Every line below that has the string "dead" needs to be copied.

Source data —
··········

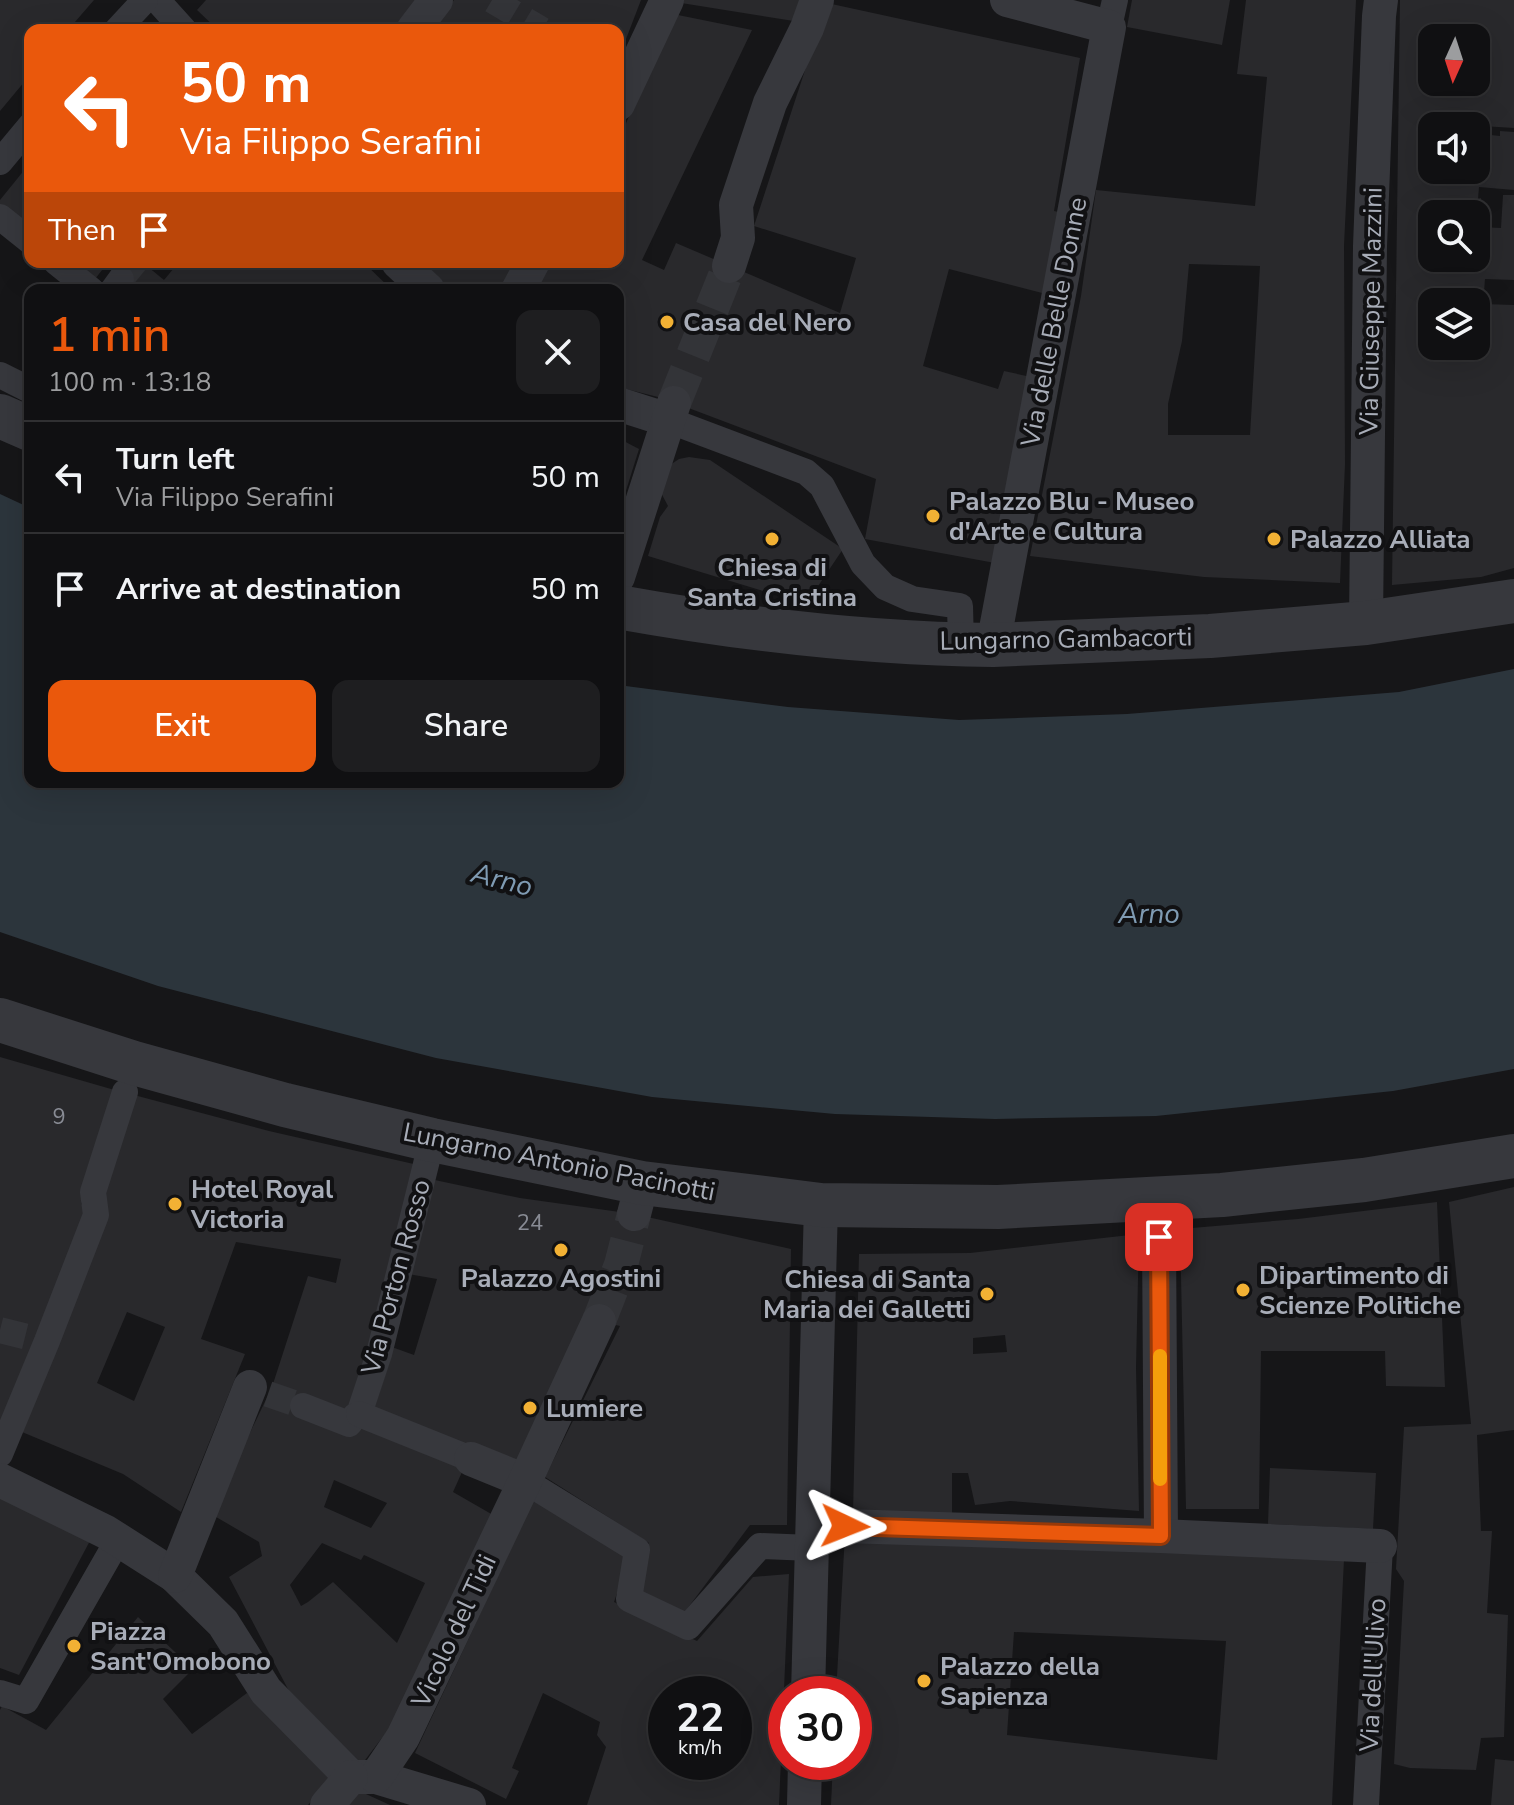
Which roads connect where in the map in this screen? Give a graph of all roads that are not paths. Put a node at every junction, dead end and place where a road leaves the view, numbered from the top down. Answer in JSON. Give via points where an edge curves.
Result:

··········

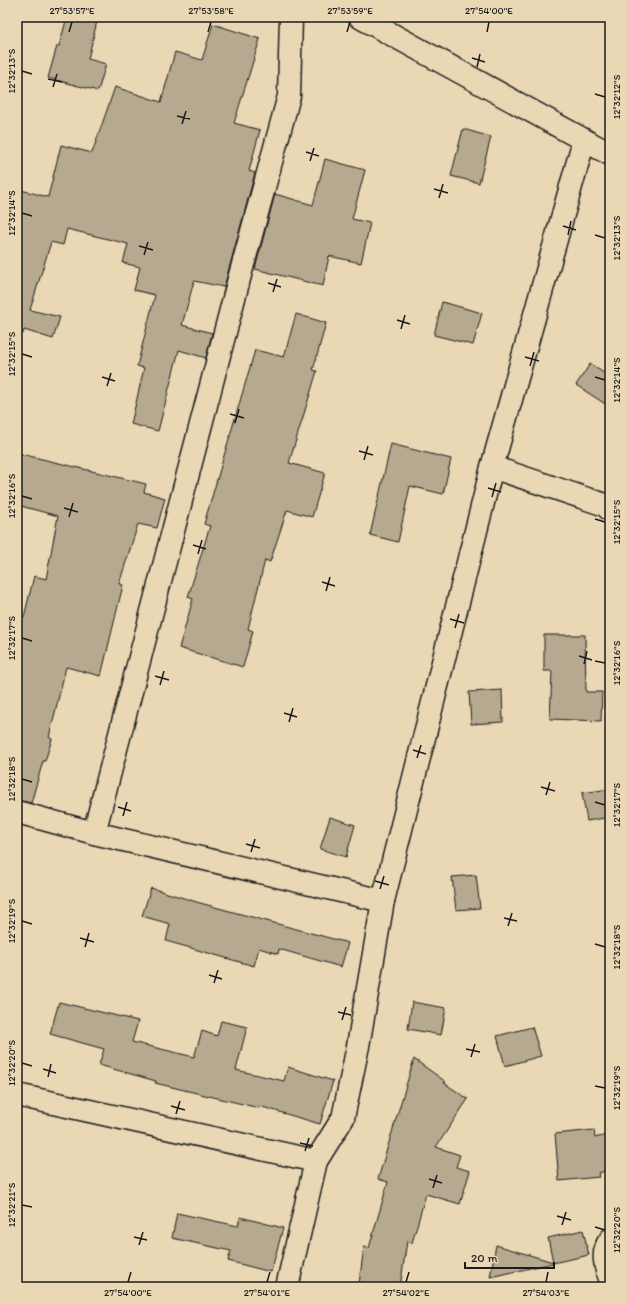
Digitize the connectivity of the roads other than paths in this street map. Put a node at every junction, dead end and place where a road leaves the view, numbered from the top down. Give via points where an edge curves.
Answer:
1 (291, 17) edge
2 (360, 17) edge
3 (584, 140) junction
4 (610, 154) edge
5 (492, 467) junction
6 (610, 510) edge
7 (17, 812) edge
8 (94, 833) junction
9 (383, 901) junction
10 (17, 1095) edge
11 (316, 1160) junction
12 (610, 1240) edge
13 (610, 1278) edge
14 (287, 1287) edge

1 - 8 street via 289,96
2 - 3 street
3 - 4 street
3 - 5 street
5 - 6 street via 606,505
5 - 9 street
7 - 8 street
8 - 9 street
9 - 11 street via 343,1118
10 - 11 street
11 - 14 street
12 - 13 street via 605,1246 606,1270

··········

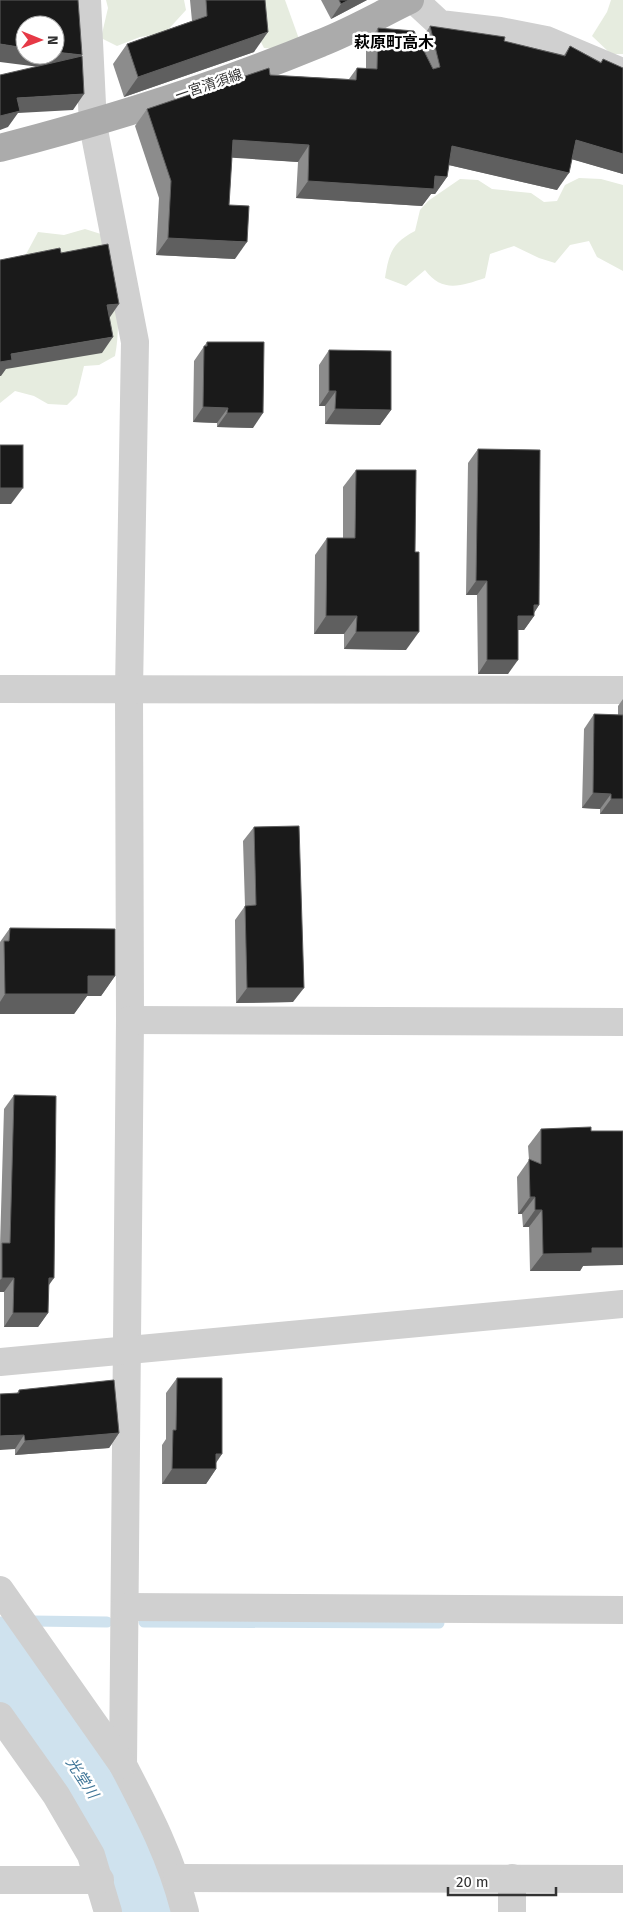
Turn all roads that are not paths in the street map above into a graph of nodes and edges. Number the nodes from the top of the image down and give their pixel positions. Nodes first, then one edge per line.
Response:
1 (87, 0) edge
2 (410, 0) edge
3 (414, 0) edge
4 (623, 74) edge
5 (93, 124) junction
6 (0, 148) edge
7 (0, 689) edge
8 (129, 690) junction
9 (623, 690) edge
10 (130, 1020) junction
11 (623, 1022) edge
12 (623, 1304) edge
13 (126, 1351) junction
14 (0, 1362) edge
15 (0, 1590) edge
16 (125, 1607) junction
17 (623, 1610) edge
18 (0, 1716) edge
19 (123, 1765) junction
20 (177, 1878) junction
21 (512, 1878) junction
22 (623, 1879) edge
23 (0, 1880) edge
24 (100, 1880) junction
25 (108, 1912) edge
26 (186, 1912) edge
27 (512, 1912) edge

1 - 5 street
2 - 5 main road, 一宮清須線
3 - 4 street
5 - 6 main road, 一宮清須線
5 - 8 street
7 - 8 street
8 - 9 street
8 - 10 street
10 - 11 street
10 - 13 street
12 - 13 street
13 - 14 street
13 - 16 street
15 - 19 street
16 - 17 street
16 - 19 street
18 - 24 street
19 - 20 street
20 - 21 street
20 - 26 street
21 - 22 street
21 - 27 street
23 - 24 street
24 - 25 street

··········

Written response —
Which roads connect where in the map in this screen? Give a graph of all roads that are not paths. Put a node at every junction, dead end and place where a road leaves the view, numbered from the top down. Answer in JSON. Give via points where an edge curves.
Digitize the connectivity of the roads other than paths in this street map. Put a node at every junction, dead end and place where a road leaves the view, numbered from the top down. Give via points where an edge curves.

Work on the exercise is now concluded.